# Prompt:
Which of the lines in the listing that follows hold "Untere"? Pull each one out.

BEGIN

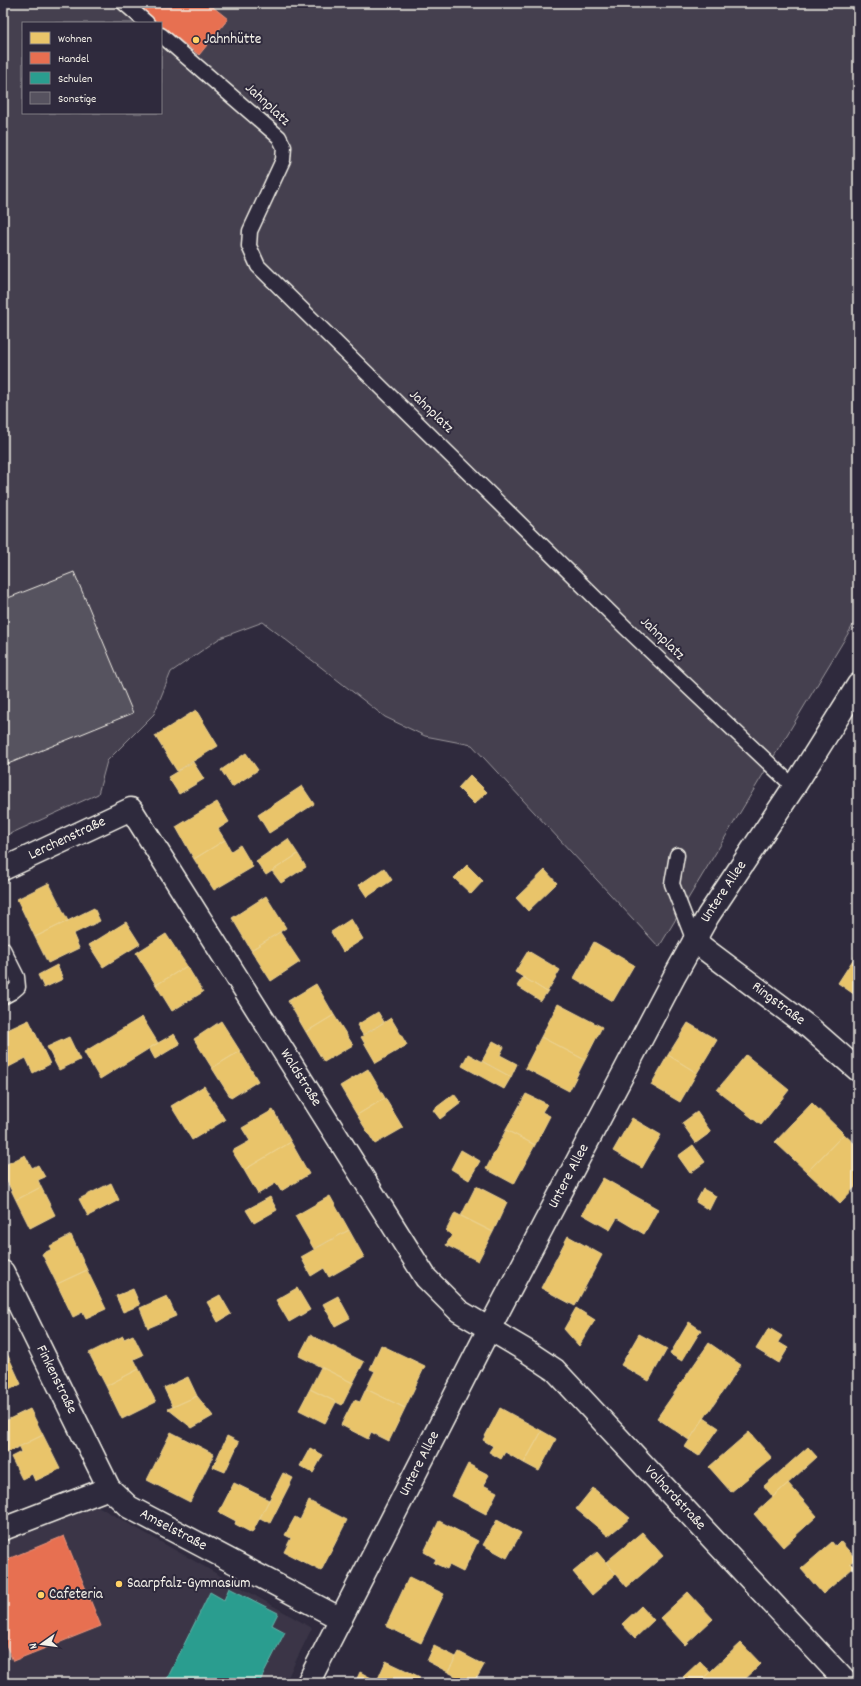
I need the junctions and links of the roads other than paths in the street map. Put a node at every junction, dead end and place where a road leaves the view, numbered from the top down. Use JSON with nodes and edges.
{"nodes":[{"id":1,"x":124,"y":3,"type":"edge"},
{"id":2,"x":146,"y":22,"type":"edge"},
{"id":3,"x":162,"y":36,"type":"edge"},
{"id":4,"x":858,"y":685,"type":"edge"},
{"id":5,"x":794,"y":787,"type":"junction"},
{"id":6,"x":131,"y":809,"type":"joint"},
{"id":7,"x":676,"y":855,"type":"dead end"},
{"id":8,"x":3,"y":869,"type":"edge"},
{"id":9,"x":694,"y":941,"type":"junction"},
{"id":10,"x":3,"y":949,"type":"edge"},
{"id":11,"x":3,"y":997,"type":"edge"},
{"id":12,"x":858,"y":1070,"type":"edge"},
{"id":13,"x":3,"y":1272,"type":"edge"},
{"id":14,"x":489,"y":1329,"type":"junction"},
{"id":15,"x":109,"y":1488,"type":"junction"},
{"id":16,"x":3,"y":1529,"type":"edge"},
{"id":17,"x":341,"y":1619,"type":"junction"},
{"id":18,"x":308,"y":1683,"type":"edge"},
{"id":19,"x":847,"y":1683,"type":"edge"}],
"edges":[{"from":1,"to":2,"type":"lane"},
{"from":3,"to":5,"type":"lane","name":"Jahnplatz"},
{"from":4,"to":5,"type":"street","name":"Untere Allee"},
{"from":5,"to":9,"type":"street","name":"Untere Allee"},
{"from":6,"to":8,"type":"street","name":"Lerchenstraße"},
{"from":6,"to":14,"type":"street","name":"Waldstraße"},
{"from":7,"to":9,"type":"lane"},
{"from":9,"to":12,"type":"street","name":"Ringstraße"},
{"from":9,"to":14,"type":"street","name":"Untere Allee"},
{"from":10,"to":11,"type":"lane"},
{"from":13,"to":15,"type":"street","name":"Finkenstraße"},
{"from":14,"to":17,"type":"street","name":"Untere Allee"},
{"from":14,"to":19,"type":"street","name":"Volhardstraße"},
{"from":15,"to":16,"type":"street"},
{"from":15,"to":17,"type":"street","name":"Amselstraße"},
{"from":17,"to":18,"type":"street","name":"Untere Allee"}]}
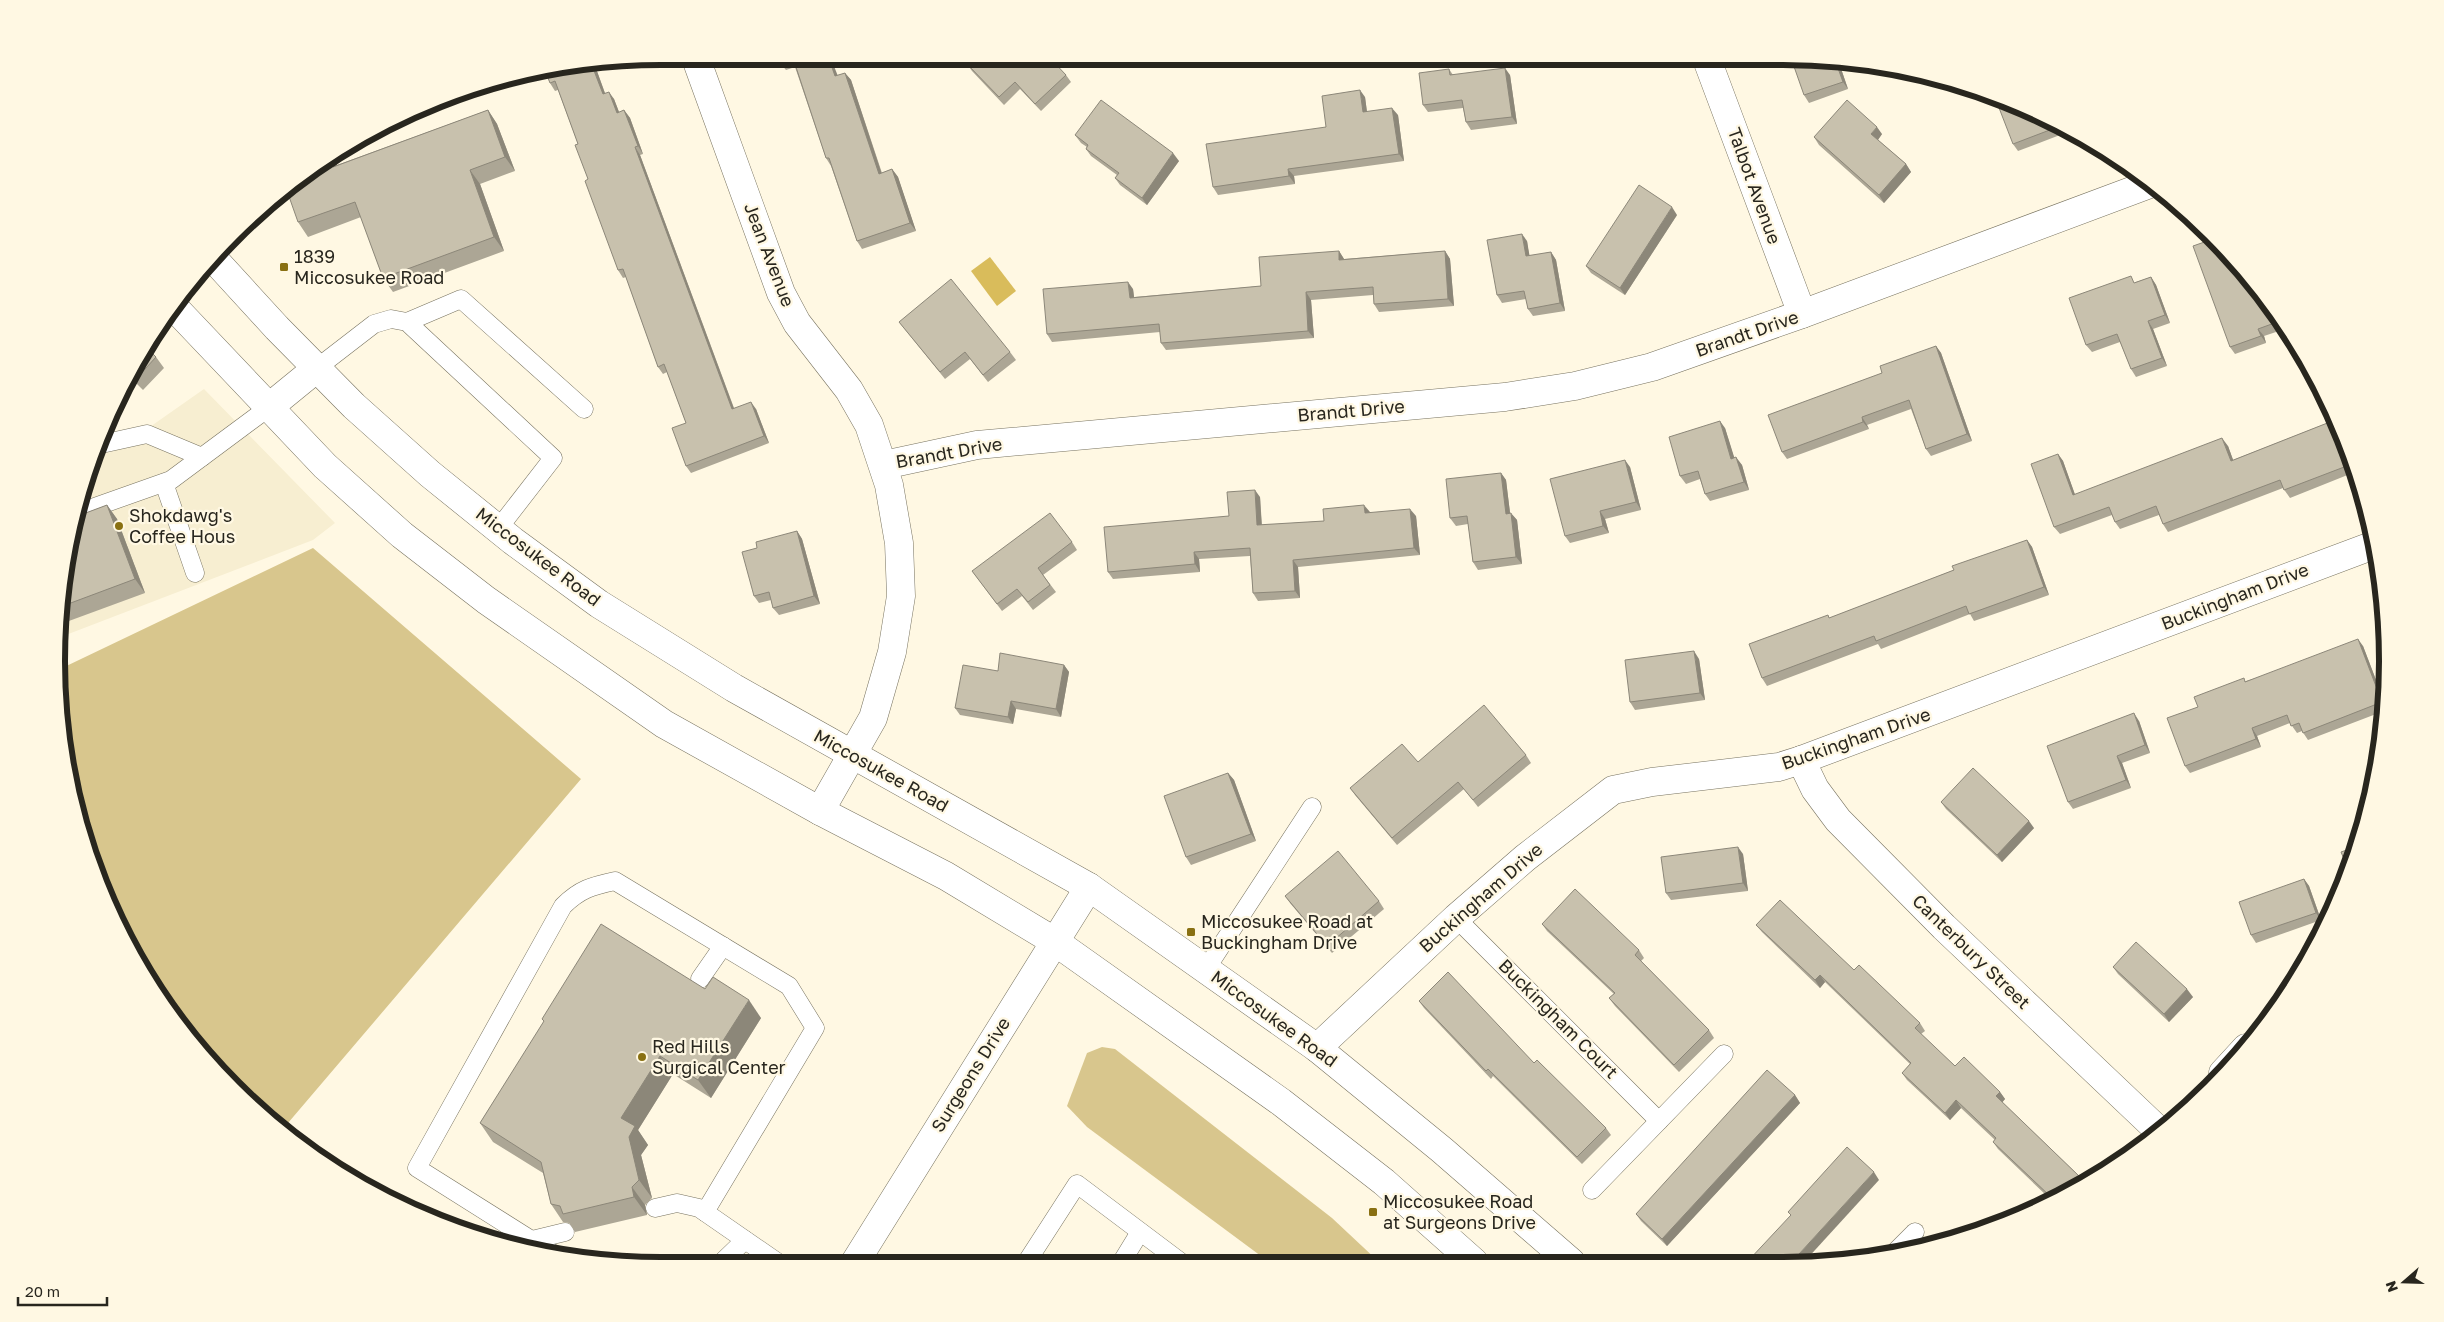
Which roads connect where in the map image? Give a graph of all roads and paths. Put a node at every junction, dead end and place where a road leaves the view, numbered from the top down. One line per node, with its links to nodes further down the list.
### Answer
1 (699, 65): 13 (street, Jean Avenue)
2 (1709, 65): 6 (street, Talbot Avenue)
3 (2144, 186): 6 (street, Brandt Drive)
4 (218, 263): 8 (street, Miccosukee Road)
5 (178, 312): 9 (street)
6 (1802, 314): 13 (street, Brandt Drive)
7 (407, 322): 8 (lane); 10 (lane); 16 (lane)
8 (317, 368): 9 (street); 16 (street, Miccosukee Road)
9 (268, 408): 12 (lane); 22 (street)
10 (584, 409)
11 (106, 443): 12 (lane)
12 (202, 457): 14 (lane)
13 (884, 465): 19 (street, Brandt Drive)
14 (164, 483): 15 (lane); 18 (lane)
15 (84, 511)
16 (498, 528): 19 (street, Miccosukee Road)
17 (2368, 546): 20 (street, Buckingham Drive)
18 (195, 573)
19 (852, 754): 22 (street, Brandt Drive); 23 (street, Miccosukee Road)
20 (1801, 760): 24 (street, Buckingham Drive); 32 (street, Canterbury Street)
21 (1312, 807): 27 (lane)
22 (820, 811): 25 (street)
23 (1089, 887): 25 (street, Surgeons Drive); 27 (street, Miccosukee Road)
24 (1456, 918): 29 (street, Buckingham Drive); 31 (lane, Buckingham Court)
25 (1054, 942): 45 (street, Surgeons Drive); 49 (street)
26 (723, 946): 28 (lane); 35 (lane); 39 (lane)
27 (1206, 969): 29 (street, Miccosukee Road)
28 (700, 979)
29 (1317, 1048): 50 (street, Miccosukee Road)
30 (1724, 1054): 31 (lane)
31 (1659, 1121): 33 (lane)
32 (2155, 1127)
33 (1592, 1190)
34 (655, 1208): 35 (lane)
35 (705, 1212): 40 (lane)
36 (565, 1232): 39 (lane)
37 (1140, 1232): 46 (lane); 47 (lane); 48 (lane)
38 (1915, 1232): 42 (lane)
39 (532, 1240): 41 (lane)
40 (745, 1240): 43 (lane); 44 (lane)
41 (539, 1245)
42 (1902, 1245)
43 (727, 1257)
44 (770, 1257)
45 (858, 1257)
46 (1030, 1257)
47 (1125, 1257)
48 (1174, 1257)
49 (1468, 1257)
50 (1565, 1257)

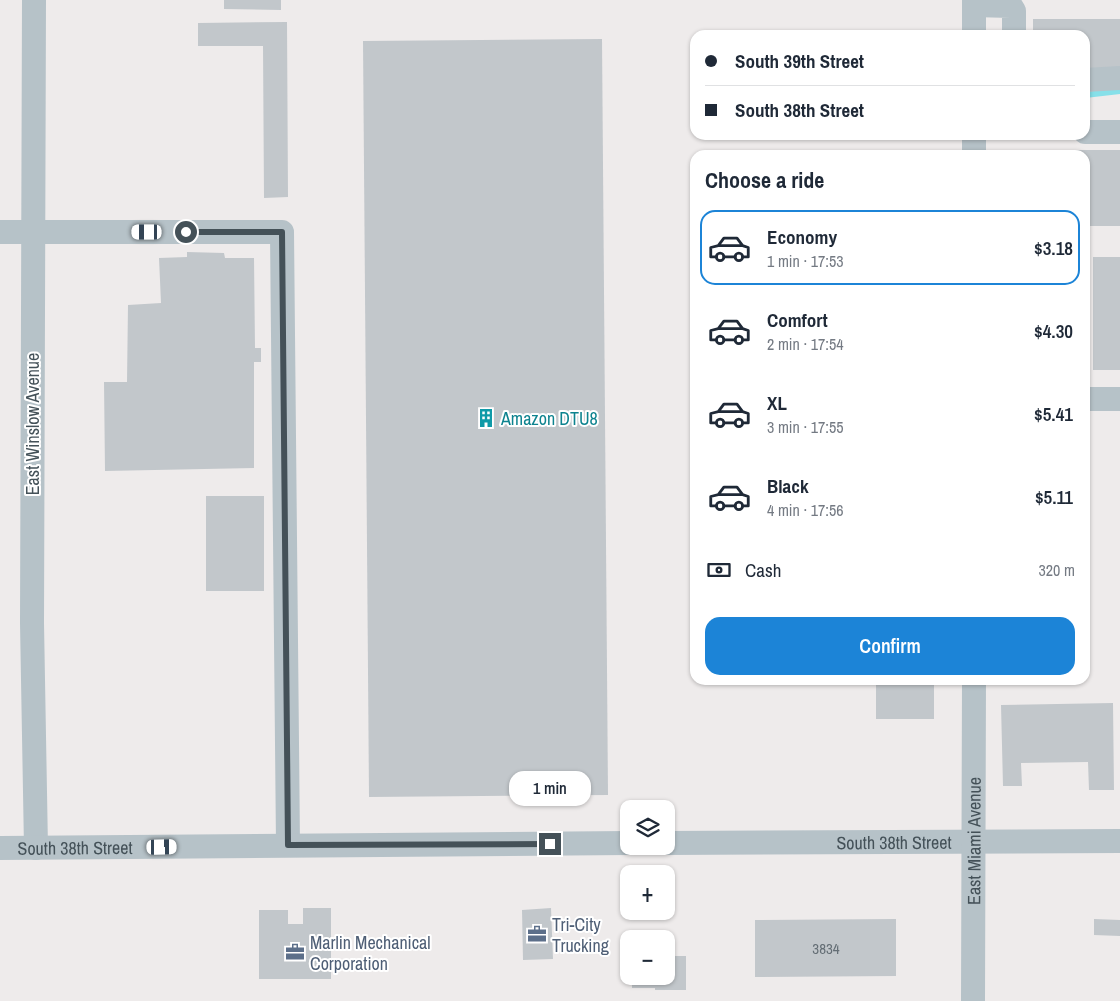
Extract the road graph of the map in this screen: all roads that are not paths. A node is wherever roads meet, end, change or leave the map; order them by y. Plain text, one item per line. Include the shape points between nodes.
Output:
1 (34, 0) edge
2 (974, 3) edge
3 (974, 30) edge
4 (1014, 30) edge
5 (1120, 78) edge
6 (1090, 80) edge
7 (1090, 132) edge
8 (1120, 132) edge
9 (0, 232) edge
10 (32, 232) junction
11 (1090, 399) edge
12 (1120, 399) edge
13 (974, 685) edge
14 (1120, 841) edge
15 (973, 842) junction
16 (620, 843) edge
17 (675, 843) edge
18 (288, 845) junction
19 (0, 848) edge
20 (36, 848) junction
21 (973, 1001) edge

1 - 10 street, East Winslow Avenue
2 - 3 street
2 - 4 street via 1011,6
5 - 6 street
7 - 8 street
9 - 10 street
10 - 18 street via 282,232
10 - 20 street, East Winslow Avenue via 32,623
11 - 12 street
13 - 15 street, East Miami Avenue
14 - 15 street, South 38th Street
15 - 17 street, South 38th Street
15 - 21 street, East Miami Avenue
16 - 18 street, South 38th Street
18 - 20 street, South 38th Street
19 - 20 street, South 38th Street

END

# Exercise result:
{"from":4,"to":5,"type":"street","name":"Untere Allee"},
{"from":5,"to":9,"type":"street","name":"Untere Allee"},
{"from":9,"to":14,"type":"street","name":"Untere Allee"},
{"from":14,"to":17,"type":"street","name":"Untere Allee"},
{"from":17,"to":18,"type":"street","name":"Untere Allee"}]}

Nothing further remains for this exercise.